WORK ORDER
Check every line of the entries for the string "五個荘八日市線" and return the ones that contain it.

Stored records

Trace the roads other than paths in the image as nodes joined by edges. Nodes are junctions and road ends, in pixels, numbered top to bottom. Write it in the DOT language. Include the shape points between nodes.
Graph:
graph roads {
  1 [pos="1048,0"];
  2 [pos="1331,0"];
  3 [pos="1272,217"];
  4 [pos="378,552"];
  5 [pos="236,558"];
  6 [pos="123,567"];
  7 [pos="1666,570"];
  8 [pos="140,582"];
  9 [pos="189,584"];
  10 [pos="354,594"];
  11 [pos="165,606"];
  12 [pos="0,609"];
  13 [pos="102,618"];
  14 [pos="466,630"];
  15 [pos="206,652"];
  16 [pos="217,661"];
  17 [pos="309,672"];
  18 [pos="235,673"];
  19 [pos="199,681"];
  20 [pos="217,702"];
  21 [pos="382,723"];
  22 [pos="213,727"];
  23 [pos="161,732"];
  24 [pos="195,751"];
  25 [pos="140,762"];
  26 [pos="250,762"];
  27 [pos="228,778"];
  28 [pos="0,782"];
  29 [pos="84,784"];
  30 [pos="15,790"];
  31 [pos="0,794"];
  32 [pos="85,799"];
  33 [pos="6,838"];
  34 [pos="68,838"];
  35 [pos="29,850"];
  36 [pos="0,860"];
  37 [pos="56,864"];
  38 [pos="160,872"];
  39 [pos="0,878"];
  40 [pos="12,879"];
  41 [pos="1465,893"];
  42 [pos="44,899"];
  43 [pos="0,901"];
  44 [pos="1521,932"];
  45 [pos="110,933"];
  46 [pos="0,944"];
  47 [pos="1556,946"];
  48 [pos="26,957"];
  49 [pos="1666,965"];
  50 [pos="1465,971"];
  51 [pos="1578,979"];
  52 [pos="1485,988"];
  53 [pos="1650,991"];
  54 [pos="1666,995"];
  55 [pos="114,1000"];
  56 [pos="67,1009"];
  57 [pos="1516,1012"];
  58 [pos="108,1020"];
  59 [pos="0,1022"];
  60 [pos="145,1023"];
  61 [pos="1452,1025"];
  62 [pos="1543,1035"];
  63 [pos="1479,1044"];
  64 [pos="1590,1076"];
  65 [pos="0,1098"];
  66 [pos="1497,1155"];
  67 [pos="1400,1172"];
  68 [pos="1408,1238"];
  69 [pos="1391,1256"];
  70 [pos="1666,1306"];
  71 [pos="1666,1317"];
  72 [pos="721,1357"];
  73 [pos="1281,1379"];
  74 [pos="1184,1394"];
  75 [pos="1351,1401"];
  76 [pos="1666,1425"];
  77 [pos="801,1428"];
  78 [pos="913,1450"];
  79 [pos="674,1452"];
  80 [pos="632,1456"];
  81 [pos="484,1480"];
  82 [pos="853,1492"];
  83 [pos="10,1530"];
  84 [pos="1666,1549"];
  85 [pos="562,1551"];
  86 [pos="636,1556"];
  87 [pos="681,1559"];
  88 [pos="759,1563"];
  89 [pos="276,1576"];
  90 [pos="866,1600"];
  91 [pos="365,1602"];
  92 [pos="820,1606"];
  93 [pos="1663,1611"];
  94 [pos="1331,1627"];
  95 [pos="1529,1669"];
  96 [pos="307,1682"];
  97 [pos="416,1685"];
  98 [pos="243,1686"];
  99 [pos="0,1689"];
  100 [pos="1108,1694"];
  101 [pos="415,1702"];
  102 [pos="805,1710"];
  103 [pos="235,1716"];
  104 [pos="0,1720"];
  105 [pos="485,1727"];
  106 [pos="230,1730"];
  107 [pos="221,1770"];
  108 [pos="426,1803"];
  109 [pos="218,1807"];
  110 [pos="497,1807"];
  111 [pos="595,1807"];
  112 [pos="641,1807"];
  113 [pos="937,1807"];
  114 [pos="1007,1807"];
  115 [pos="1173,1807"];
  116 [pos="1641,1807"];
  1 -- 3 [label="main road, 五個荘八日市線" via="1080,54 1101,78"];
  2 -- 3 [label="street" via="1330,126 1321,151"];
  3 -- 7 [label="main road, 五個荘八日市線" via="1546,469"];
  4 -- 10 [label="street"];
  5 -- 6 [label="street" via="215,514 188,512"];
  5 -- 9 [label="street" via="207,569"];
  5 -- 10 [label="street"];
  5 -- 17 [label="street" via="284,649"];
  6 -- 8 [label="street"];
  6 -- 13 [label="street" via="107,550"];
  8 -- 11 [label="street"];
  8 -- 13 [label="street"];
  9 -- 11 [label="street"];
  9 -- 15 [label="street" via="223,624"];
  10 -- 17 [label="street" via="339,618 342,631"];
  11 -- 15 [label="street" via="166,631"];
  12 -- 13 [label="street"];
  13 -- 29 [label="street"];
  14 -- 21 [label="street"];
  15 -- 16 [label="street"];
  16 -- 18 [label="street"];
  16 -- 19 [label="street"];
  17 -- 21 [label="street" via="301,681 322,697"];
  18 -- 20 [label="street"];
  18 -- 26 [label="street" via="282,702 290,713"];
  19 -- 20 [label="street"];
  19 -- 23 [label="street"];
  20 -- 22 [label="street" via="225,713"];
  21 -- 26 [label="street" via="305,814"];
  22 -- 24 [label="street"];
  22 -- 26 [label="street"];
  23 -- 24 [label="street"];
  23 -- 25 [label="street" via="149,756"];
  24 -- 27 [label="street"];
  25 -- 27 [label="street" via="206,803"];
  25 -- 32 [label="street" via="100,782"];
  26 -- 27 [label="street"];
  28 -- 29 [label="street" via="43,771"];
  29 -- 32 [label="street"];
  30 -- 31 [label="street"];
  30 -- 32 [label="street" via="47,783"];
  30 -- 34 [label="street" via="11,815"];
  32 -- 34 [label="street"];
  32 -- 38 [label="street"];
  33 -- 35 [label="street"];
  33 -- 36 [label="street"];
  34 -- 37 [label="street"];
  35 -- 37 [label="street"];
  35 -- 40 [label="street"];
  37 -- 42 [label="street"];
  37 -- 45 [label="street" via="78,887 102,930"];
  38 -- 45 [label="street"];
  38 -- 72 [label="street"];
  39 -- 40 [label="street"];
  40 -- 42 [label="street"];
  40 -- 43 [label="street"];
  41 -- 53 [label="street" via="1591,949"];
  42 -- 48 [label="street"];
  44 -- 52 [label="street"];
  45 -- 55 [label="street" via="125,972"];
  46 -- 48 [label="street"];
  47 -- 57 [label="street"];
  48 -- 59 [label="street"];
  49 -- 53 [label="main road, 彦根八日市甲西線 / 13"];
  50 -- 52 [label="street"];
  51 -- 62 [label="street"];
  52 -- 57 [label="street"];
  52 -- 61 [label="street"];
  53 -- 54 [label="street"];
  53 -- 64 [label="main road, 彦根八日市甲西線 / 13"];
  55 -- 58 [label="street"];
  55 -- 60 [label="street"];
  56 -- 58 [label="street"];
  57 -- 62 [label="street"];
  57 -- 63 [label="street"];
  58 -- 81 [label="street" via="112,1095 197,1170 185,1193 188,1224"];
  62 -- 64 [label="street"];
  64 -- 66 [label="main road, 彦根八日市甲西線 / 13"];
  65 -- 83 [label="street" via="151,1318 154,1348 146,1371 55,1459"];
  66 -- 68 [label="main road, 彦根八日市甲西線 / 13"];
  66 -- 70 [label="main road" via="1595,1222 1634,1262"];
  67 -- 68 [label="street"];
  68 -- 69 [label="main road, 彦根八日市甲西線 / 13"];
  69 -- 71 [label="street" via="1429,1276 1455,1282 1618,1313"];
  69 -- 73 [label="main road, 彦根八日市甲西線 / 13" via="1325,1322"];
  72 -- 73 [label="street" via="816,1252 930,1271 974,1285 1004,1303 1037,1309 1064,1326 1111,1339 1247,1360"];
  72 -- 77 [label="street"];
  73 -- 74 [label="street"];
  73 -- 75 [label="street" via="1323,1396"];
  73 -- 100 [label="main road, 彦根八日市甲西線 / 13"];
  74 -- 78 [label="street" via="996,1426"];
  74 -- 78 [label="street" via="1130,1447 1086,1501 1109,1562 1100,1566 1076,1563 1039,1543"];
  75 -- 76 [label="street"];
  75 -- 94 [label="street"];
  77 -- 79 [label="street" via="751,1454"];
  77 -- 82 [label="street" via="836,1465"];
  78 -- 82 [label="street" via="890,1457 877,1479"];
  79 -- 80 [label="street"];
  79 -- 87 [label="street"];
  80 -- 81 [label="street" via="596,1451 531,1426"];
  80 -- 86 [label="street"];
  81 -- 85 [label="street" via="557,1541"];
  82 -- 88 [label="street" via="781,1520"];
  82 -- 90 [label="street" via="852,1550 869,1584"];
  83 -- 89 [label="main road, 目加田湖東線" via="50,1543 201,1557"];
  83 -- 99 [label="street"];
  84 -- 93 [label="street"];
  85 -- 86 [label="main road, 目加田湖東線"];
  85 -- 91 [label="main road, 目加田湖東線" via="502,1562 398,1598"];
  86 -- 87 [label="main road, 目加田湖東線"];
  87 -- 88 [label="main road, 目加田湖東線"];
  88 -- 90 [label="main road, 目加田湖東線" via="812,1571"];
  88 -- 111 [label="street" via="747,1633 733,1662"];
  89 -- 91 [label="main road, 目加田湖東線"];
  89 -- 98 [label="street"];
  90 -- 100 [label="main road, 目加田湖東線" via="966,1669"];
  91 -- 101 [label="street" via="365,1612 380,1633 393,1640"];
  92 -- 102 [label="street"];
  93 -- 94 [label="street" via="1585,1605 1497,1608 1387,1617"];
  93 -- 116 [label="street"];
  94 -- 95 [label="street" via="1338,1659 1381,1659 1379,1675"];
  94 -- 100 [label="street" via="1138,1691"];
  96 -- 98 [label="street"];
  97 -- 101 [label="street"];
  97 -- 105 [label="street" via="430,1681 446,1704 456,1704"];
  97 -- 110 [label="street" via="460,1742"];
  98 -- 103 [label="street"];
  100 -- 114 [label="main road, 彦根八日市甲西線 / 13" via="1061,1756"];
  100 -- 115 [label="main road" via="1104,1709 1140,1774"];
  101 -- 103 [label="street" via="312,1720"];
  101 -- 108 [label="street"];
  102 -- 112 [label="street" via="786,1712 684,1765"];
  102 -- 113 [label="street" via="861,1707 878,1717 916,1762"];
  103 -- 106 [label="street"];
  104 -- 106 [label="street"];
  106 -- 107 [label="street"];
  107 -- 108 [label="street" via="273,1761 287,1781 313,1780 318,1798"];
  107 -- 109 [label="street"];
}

RESULT BELOW
  1 -- 3 [label="main road, 五個荘八日市線" via="1080,54 1101,78"];
  3 -- 7 [label="main road, 五個荘八日市線" via="1546,469"];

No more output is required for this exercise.